According to the report, titled “Water Quality Impacts of MTBE: An Update Since the Release of the UC Report,” the key assumptions used by the UC researchers – that the frequency of MTBE detections found in public water supply systems during 1997 and 1998 could be extrapolated to 2012; that MTBE in groundwater would not biodegrade over time; that remediation technologies were unavailable to clean up existing MTBE plumes; and that MTBE contamination of surface waters would continue due to motorboat use – are no longer accurate, based on practical data collected since the initial UC study.

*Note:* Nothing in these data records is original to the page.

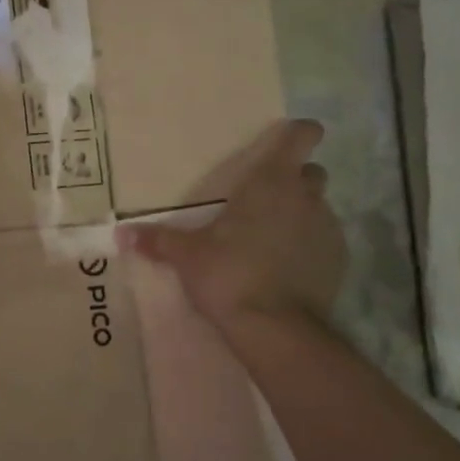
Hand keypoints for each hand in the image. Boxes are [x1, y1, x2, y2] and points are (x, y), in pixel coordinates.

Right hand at [117, 119, 344, 326]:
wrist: (275, 327)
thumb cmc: (228, 274)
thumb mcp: (186, 256)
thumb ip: (157, 240)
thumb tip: (120, 234)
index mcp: (271, 182)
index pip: (301, 137)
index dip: (299, 133)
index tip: (286, 139)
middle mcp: (306, 197)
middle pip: (311, 172)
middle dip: (294, 179)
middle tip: (265, 199)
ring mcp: (328, 229)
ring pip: (318, 208)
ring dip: (300, 214)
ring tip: (271, 239)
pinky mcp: (339, 261)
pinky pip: (325, 241)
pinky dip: (309, 246)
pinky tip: (286, 268)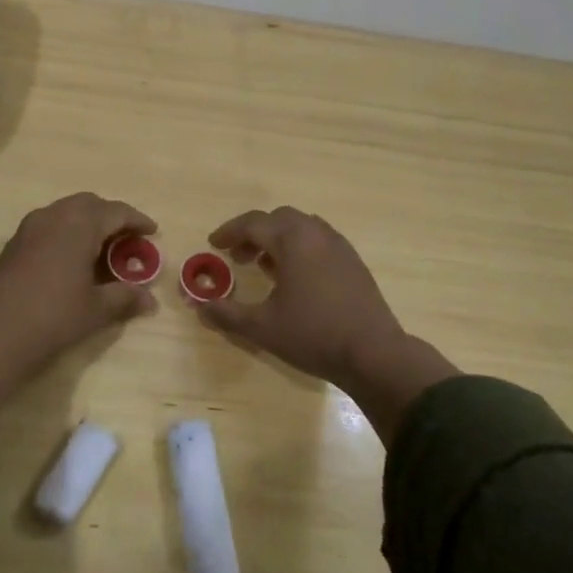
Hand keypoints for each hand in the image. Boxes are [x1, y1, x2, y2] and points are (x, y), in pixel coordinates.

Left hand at [0, 193, 157, 404]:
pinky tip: (72, 258)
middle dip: (111, 216)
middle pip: (89, 204)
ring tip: (101, 248)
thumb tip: (149, 300)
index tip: (153, 232)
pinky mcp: (14, 242)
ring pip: (66, 211)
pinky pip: (49, 224)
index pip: (116, 211)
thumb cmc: (53, 317)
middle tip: (127, 238)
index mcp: (79, 224)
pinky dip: (67, 231)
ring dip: (87, 222)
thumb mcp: (96, 309)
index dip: (137, 220)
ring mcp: (30, 227)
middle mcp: (54, 216)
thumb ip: (125, 297)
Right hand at [198, 207, 457, 442]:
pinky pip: (320, 241)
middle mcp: (317, 234)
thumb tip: (198, 305)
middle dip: (254, 233)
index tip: (213, 244)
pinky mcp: (354, 262)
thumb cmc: (313, 335)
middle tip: (238, 256)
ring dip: (278, 239)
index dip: (229, 232)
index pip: (254, 223)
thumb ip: (226, 313)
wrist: (374, 354)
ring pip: (302, 227)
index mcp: (293, 241)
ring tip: (265, 266)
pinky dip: (300, 248)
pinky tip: (296, 279)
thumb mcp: (262, 327)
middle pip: (279, 218)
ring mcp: (340, 246)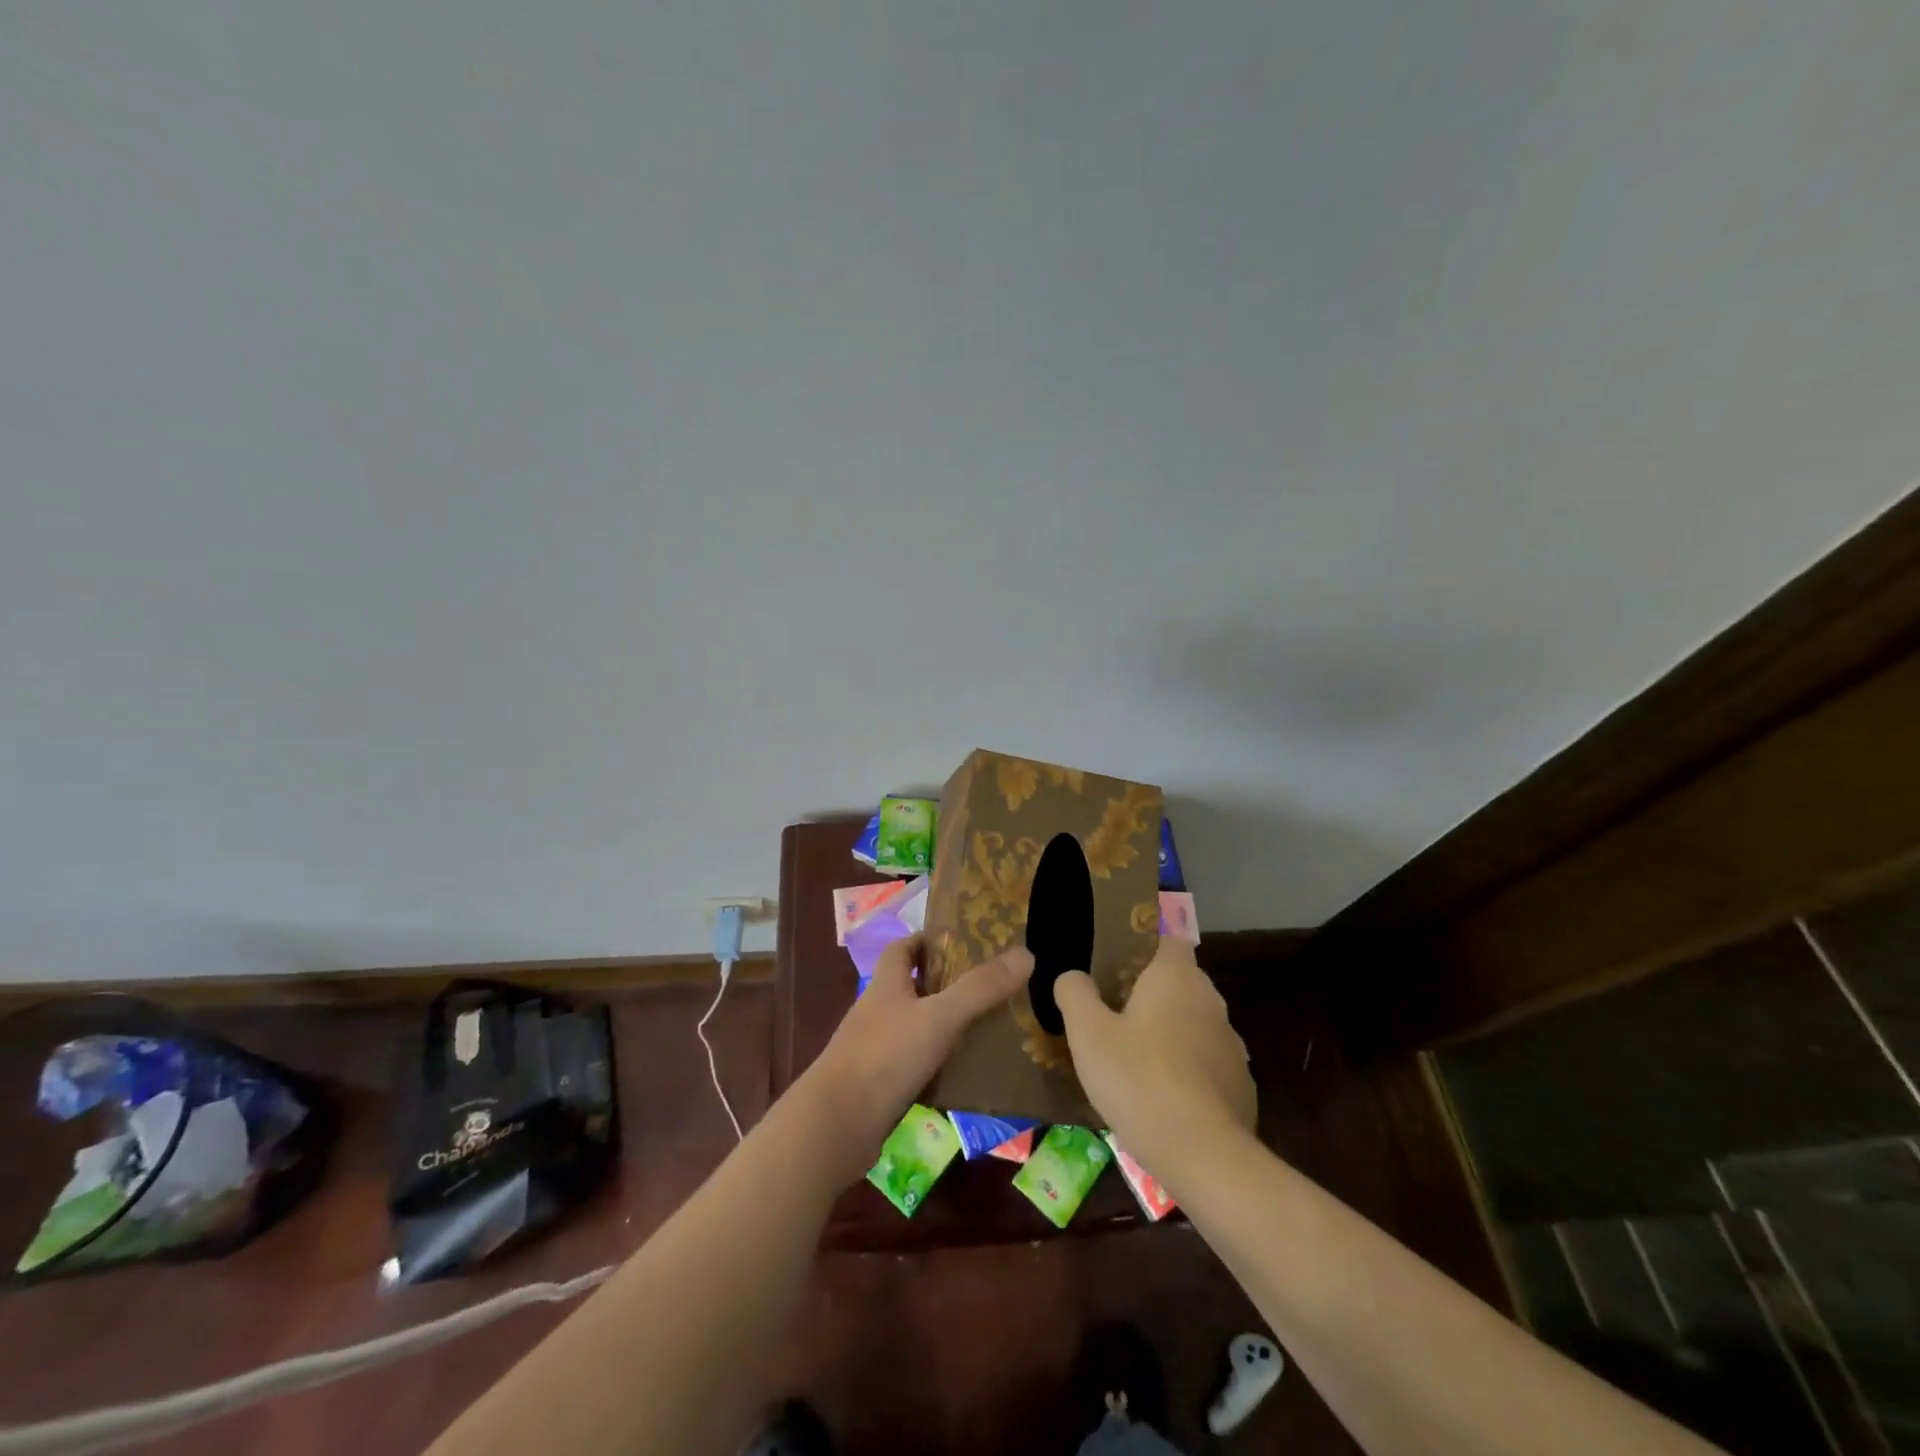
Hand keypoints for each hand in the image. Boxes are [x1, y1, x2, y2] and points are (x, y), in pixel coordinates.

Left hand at [796, 932, 1033, 1183]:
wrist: (836, 1126)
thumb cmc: (885, 1057)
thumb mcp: (939, 1017)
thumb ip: (980, 988)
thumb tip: (1026, 954)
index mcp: (886, 984)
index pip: (903, 948)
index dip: (929, 941)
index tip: (964, 943)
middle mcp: (878, 1010)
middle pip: (912, 986)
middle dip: (947, 983)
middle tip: (989, 986)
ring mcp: (876, 1049)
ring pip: (916, 1026)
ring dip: (945, 1025)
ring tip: (988, 1027)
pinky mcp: (880, 1084)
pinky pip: (915, 1064)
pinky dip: (938, 1063)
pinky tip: (966, 1073)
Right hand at [1056, 937, 1255, 1180]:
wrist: (1204, 1156)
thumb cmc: (1139, 1079)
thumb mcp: (1088, 1033)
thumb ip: (1075, 993)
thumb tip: (1073, 976)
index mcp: (1176, 977)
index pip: (1170, 936)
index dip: (1148, 939)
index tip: (1122, 954)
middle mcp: (1210, 1001)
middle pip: (1180, 981)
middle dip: (1152, 990)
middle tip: (1113, 1008)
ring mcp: (1231, 1045)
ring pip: (1194, 1024)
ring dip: (1169, 1032)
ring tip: (1133, 1056)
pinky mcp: (1240, 1085)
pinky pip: (1206, 1064)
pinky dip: (1186, 1071)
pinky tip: (1161, 1097)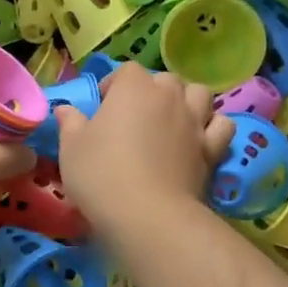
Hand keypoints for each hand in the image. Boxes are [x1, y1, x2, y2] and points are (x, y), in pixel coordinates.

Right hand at [54, 65, 231, 230]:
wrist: (148, 215)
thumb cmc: (101, 174)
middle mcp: (168, 96)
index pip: (126, 71)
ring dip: (187, 100)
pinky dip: (213, 127)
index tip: (102, 107)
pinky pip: (222, 126)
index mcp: (133, 88)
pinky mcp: (212, 149)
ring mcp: (194, 121)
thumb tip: (65, 109)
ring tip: (172, 120)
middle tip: (135, 116)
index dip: (114, 85)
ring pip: (199, 94)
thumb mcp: (71, 148)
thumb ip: (70, 123)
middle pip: (165, 79)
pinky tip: (200, 138)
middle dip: (152, 90)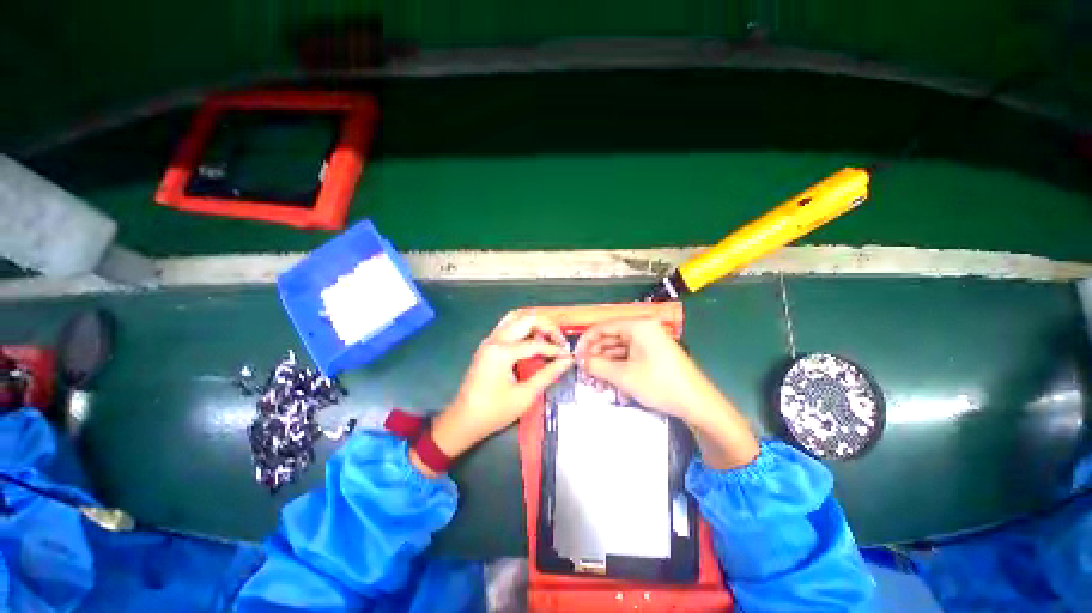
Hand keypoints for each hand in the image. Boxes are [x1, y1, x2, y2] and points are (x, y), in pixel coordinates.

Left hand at [416, 312, 574, 474]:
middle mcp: (495, 340)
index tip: (568, 357)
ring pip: (515, 318)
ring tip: (548, 337)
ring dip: (534, 324)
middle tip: (559, 341)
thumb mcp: (525, 395)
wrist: (463, 421)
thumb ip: (548, 374)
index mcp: (502, 352)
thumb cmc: (494, 412)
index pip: (536, 344)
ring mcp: (489, 341)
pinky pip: (507, 326)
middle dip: (546, 326)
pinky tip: (533, 340)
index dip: (555, 350)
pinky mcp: (487, 345)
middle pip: (526, 320)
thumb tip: (567, 361)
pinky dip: (523, 328)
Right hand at [575, 318, 759, 469]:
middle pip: (611, 337)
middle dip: (596, 353)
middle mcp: (644, 329)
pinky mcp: (654, 354)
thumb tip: (580, 360)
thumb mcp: (623, 376)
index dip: (586, 341)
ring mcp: (650, 342)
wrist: (698, 404)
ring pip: (619, 347)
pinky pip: (630, 355)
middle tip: (583, 369)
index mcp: (638, 326)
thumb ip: (597, 365)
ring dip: (605, 361)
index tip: (576, 356)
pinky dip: (618, 365)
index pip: (603, 327)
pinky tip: (608, 378)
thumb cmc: (659, 384)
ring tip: (593, 376)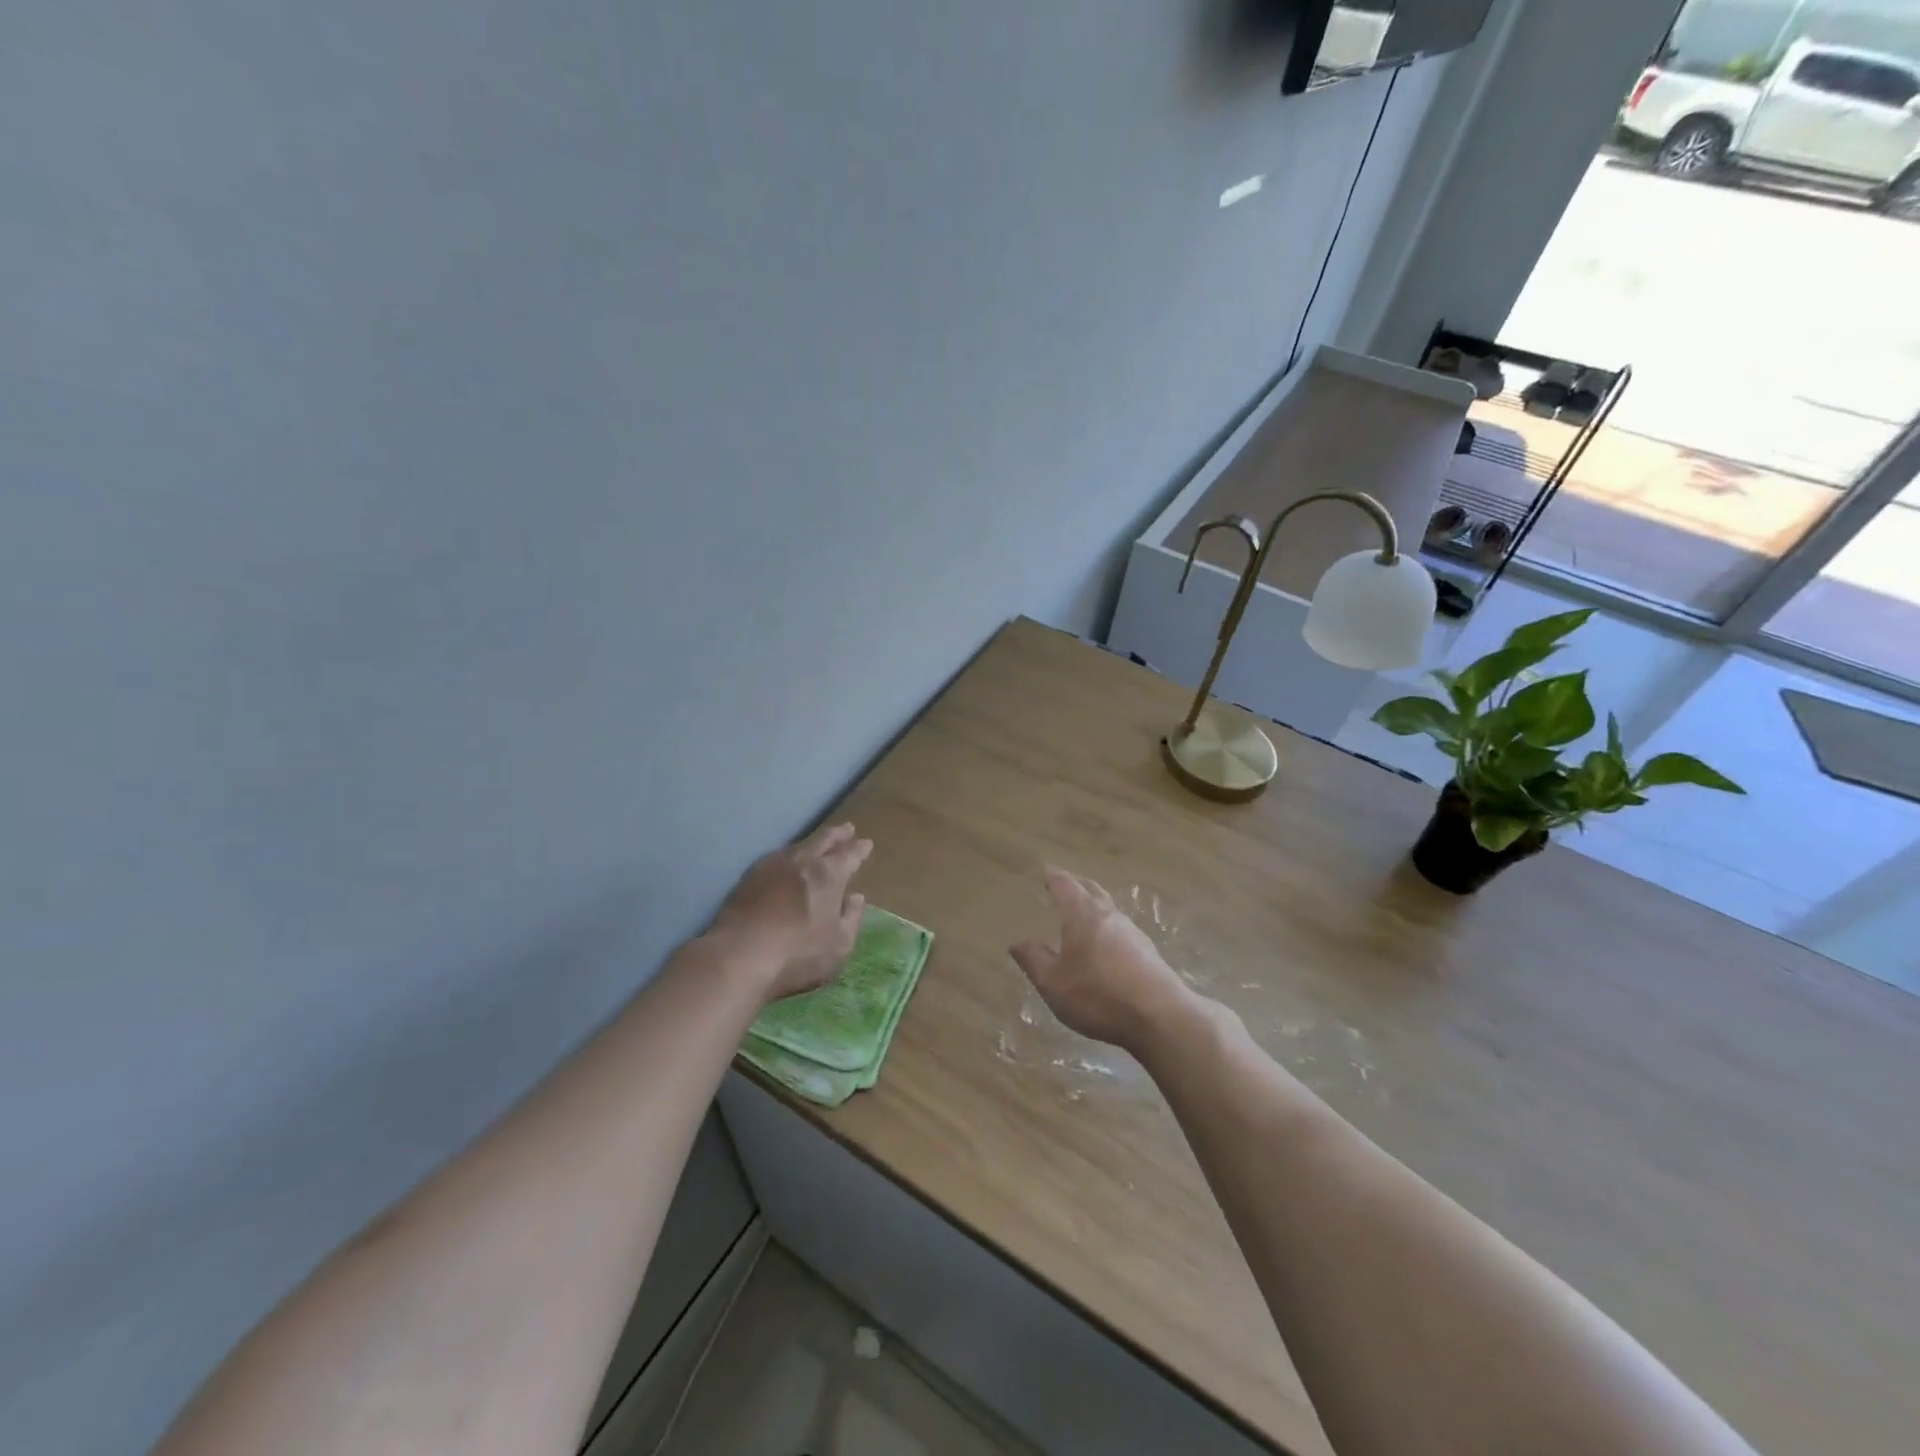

“A lot has happened since 1998 to dramatically reduce the threat of MTBE contamination of California's water supplies,'' said Methanol Institute President and CEO John Lynn. ``The state intended to act prudently in 1998. Now that we know the water quality impacts of MTBE are manageable, it would be imprudent to ask Californians to pay an extra $1 billion at the pump to switch to ethanol.''
According to the new report, in 1998, the number of MTBE detections in drinking water sources was increasing fairly rapidly, suggesting that between 60 and 340 drinking water wells would become contaminated in the future, in addition to the 35 wells that had already been impacted. Since that time, as more wells have been tested, the percentage of newly contaminated wells has decreased. Based on current detection rates in newly sampled wells, only 16 new wells are projected to be impacted compared to the UC estimate of 60 to 340 wells, the researchers claim.
The study also claims that, based solely on MTBE's physical and chemical properties, the UC researchers concluded that MTBE plumes would grow three- to four-fold and could extend up to 7,000 feet from a release site. Since 1998, MTBE has been shown to biodegrade under a range of environmental conditions, both in laboratory samples and in the field. These studies suggest that, depending on gasoline spill history, site geology and hydrogeology, MTBE plumes will often stabilize and with a few exceptions, do not span substantially longer distances compared to the plumes lengths of other gasoline constituents such as benzene, the new report claims.
The UC report concluded that where remediation was required, incremental costs for soil and groundwater treatment would be significantly higher for sites with MTBE due to the technical challenges of remediating MTBE impacted sites. But the new report claims current remediation and treatment technologies are effective at MTBE-impacted sites and are being widely applied on a national basis. Technologies including air sparging, pump-and-treat, multi-phase extraction and soil vapor extraction can be very effective at removing MTBE from soil and groundwater at a cost less than that projected in 1998. Emerging technologies such as in-situ bioremediation, which are now commercially available, may also decrease the costs of treating MTBE impacted sites.
The new study also points out that, since 1998, the continued phase-out of two-stroke engines on many of California's drinking water reservoirs has greatly reduced the risk of MTBE contamination. In addition, studies have shown that MTBE will not persist in surface waters, but will volatilize within a relatively short time.
“Only a handful of the 11,000 unsampled public water supply wells in California are expected to test positive for MTBE, and likely at very low levels,'' Lynn said. ``The key is to identify gasoline leaks from underground storage tanks early and remediate impacted sites immediately, before groundwater resources may become contaminated. That's exactly what is being done in California today."